This week, we’re celebrating International Women’s Day, so many private schools are probably raising awareness about women’s survival and also the rampant and shameless crimes against women throughout the world, such as human trafficking, rape used as a weapon of war in places like Congo, Uganda and Somalia, unequal access to education for girls, and so forth. It’s important to study these vivid examples of the wretched situations of girls and women in so many developing countries. But these examples can unintentionally send the message that the issues faced by American girls are insignificant. A good school should also focus on the entrenched and systemic discrimination and harassment against women and girls existing in all areas of the country, including our local private schools. This discrimination can seem even more appalling because many of these very schools contribute to the slow degradation of female empowerment while claiming to provide an education that is based on values, integrity and character.
I have cautioned the readers of this blog that basic Title IX rights simply do not apply for your daughters in any DC metropolitan private school and that parents should care deeply about how their daughters will be treated on a daily basis in a school that does not have to adhere to the legal principles of equity for women and girls in an educational setting. 
Remember we live in a free market economy and a private school is a business that has no financial interest in conforming to regulations and rules that will not promote the bottom line. Parents at private schools should be careful to maintain an objective perspective of their school and honor their responsibility to call the school out when it falls short of fair treatment for girls and women.
Here is a perfect example. A Maryland Quaker school community received this letter from the local chapter of the celebrated activist group National Organization for Women (NOW). As you can see the school was recently chastised for its portrayal and treatment of girls. The school even appears to terminate employees who speak out for change in the community, which is protected speech under federal law.Certainly many Quaker educators boast, “Speak Truth to Power!” as they cite a proud history of antiwar protest and nonviolent direct action. But, it seems at this particular school, speaking truth to power was not acceptable where powerful men disrespected women and girls with impunity.
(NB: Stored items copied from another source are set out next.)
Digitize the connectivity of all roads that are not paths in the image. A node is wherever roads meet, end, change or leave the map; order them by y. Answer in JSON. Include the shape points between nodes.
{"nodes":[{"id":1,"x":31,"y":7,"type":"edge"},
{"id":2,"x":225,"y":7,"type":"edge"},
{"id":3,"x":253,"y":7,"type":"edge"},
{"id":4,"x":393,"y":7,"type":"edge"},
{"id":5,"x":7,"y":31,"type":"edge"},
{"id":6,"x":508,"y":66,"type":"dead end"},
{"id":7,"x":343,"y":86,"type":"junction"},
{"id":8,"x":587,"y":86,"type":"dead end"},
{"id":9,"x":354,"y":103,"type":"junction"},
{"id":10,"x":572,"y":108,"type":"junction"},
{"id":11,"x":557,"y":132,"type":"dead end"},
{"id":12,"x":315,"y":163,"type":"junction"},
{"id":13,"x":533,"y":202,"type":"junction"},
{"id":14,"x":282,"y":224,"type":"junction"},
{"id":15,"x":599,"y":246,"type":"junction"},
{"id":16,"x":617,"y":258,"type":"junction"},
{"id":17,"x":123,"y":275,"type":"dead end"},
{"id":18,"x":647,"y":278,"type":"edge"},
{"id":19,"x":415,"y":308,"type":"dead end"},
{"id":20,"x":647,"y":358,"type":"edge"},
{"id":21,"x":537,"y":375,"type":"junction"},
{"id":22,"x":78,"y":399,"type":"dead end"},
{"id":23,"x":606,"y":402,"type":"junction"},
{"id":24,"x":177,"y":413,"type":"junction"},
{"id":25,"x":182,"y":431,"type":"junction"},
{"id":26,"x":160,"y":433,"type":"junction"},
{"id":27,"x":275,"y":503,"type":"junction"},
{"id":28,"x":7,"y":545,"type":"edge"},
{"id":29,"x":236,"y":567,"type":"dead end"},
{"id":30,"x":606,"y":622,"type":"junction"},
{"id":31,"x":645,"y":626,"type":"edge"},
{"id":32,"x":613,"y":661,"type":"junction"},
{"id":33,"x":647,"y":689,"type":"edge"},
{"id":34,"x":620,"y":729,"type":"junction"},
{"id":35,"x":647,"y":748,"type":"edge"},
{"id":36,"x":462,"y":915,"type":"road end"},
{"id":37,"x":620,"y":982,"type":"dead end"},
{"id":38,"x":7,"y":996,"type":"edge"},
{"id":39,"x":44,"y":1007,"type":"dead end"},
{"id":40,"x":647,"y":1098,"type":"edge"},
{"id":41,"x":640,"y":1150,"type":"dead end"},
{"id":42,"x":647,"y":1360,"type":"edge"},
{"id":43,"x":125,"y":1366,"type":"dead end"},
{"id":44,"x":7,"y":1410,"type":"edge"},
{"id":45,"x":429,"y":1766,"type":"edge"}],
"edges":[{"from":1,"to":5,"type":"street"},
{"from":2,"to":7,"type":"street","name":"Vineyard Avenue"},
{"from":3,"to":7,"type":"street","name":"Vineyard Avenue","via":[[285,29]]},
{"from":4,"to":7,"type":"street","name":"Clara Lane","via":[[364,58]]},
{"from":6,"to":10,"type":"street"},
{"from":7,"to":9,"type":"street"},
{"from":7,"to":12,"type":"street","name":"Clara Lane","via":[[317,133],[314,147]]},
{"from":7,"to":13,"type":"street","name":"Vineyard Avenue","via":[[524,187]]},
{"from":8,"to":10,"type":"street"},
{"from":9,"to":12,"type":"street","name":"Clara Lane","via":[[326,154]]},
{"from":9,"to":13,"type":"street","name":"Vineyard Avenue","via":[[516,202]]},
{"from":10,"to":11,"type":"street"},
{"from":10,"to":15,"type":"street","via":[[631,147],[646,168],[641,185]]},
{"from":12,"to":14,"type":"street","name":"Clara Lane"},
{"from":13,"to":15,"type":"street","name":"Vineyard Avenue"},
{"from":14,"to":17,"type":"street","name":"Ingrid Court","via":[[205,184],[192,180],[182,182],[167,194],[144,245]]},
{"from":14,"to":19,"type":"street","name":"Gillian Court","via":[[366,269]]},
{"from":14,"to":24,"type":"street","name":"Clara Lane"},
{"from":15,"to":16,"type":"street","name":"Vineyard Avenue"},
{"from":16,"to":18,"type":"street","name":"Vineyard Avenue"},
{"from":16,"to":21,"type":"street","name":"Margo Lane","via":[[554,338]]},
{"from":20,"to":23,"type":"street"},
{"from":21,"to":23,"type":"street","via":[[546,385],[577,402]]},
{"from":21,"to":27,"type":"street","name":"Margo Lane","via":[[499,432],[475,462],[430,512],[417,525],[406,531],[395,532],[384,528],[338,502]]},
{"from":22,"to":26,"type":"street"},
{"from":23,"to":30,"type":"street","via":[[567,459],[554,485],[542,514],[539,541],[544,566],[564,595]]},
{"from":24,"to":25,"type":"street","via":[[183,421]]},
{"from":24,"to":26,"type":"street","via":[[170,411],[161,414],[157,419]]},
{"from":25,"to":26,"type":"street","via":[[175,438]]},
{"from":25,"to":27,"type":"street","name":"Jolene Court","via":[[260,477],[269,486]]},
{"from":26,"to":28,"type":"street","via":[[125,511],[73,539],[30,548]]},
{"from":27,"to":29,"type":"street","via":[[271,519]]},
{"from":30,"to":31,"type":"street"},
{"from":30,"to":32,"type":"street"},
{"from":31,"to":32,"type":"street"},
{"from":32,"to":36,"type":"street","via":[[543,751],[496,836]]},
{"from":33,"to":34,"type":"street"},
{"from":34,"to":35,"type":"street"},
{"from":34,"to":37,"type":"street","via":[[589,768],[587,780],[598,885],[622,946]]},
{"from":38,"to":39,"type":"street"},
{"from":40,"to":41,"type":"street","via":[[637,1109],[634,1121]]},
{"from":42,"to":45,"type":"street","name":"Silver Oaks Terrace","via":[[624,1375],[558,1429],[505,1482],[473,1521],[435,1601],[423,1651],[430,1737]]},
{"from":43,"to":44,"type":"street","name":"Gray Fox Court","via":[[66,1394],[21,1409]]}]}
America exists in a perpetual culture of silence that applies particularly to the mistreatment of women. Issues such as sexual harassment, bullying, rape, and abuse go unmentioned because these topics make people uncomfortable. Those who do bring the issues into the light are regarded negatively because they are breaking down the wall. In addition to celebrating women, this is what International Women’s Day is about. Let’s stop telling our daughters to be modest, polite, sweet “quiet givers.” Let’s tell them to be confident, brave, and to not be afraid to speak out against oppression as a key part of their educational experience. It is only when we examine our own behavior that we can face the problems that exist in the rest of the world.
Days such as International Women’s Day are for us to consider the sphere in which girls and women exist in all places throughout the world—even those places where we might not suspect inequity exists. In America, our elite private schools are supposed to be training the best and the brightest, but parents must safeguard the learning environment for our children so that independent school teachers can reasonable do their work and protect and serve.
It is certainly reassuring to know that nonprofit groups, such as NOW, are doing their part in a democratic society and serving as a watchdog to guard spaces where girls and women may face mistreatment. It also a valuable reminder that a parent’s job to vigilantly protect the space where their children spend their days is never done.